Lines with the word "edges" are the answer; copy each of them from the data below.
________
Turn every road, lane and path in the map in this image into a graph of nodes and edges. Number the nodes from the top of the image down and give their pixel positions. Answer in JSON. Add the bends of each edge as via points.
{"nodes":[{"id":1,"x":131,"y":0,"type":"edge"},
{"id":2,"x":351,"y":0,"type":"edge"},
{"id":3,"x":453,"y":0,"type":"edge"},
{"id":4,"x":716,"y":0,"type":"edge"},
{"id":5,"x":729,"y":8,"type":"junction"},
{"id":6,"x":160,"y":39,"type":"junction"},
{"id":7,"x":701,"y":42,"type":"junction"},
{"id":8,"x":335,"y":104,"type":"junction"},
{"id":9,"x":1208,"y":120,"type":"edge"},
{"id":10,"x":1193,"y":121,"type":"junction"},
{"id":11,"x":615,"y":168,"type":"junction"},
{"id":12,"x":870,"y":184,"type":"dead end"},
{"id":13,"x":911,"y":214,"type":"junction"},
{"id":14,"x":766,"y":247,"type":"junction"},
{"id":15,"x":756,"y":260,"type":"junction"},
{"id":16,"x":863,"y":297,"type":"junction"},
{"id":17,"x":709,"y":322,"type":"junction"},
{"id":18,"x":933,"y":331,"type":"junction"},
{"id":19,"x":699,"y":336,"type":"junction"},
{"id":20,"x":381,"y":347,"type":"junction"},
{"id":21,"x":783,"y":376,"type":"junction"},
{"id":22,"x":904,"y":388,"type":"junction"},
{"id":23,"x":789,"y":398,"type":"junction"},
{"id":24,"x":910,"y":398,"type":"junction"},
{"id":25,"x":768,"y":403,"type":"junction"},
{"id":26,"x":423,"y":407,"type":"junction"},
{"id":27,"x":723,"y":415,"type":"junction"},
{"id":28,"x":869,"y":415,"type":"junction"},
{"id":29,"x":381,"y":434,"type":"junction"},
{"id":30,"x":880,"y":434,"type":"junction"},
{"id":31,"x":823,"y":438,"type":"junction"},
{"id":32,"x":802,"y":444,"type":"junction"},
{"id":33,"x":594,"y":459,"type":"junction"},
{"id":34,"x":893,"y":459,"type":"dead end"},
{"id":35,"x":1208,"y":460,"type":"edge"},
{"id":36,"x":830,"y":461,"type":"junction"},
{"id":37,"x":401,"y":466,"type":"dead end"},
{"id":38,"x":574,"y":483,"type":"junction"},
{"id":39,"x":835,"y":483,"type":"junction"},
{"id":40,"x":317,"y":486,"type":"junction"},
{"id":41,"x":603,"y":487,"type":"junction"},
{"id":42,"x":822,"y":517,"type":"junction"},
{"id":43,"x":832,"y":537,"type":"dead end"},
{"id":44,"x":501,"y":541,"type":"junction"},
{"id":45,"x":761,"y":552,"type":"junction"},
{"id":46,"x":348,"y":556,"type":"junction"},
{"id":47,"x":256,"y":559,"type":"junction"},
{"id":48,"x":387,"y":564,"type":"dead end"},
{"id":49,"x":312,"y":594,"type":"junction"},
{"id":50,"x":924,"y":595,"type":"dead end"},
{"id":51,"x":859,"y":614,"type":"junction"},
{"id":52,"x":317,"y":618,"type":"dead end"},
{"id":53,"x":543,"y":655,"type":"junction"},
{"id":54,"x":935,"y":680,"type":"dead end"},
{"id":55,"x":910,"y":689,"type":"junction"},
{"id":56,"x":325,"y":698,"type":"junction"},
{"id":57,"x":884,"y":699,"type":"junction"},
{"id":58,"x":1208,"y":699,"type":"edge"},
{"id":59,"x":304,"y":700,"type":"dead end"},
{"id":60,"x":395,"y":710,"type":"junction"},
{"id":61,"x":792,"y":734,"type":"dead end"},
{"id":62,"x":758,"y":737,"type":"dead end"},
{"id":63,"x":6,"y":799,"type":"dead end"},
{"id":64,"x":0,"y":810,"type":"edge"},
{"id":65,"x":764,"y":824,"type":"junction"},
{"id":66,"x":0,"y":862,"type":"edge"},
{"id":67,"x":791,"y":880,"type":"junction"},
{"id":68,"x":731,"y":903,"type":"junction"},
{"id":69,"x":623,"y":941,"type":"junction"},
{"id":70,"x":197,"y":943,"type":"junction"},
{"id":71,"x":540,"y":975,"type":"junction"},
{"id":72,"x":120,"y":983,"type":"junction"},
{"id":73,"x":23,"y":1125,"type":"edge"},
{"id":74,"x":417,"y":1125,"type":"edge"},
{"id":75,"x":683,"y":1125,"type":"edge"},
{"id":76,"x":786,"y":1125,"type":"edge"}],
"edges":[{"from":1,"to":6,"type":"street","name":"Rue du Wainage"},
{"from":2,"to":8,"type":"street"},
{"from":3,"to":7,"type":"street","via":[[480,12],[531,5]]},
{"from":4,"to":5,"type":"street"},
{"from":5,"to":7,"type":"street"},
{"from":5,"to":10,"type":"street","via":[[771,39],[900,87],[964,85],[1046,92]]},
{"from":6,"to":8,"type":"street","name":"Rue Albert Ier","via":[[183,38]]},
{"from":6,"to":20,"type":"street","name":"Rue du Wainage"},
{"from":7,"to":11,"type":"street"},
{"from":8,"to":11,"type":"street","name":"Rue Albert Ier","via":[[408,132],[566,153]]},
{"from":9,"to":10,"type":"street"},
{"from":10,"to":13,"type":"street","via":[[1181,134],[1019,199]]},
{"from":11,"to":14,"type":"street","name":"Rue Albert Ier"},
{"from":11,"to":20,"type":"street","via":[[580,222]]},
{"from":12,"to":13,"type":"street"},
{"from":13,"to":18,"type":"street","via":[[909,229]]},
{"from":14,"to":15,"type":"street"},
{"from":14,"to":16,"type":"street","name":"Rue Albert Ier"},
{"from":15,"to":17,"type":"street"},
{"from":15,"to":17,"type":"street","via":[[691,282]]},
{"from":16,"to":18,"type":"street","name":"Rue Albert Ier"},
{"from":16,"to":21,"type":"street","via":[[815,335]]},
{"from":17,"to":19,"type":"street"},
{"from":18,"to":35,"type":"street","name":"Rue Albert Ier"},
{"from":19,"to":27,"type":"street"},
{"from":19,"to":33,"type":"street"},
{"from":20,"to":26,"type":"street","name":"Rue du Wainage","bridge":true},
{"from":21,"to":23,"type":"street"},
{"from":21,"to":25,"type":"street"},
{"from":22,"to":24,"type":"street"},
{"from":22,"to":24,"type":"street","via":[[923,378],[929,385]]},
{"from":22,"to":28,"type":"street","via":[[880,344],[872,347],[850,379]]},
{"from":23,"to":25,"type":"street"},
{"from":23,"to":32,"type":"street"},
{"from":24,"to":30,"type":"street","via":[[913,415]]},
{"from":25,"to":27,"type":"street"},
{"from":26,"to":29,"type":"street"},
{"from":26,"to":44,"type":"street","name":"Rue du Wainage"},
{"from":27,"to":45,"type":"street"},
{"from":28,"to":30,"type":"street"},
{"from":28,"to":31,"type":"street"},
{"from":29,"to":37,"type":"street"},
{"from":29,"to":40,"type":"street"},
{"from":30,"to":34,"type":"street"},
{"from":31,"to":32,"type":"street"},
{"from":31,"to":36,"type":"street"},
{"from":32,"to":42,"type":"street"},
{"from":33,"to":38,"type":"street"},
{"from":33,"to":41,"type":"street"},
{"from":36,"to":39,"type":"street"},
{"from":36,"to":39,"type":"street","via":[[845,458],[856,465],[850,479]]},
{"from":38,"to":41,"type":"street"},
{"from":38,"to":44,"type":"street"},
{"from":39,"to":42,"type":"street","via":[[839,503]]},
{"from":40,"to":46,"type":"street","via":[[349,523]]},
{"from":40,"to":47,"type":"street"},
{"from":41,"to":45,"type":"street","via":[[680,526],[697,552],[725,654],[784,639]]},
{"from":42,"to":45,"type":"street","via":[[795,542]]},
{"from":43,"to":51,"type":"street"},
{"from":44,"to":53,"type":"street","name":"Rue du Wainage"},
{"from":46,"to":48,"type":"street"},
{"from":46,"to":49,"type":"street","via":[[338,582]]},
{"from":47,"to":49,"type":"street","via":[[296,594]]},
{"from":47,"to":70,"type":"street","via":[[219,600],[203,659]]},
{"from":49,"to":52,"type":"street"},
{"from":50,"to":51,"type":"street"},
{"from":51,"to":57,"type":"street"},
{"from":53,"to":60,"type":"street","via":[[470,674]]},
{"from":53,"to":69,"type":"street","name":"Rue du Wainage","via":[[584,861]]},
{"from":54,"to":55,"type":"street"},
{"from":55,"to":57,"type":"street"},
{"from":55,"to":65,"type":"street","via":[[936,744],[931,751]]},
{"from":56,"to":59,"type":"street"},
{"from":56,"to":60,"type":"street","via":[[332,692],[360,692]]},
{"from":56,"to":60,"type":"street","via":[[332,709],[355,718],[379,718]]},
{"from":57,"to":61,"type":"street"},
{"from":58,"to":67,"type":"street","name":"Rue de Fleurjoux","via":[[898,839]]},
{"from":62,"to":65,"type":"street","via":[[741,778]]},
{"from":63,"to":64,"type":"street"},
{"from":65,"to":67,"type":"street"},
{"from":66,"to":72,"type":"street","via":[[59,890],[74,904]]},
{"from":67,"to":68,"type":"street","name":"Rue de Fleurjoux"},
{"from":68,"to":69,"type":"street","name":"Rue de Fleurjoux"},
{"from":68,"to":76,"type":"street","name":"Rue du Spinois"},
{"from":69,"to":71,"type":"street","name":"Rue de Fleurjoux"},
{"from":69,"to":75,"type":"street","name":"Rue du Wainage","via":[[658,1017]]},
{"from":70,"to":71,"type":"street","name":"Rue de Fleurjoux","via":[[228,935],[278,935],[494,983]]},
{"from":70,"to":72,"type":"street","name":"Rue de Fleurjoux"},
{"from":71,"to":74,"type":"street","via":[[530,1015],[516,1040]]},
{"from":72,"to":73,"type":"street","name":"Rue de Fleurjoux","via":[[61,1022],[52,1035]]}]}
________
→ **Worked solution**
Turn every road, lane and path in the map in this image into a graph of nodes and edges. Number the nodes from the top of the image down and give their pixel positions. Answer in JSON. Add the bends of each edge as via points.
"edges":[{"from":1,"to":6,"type":"street","name":"Rue du Wainage"},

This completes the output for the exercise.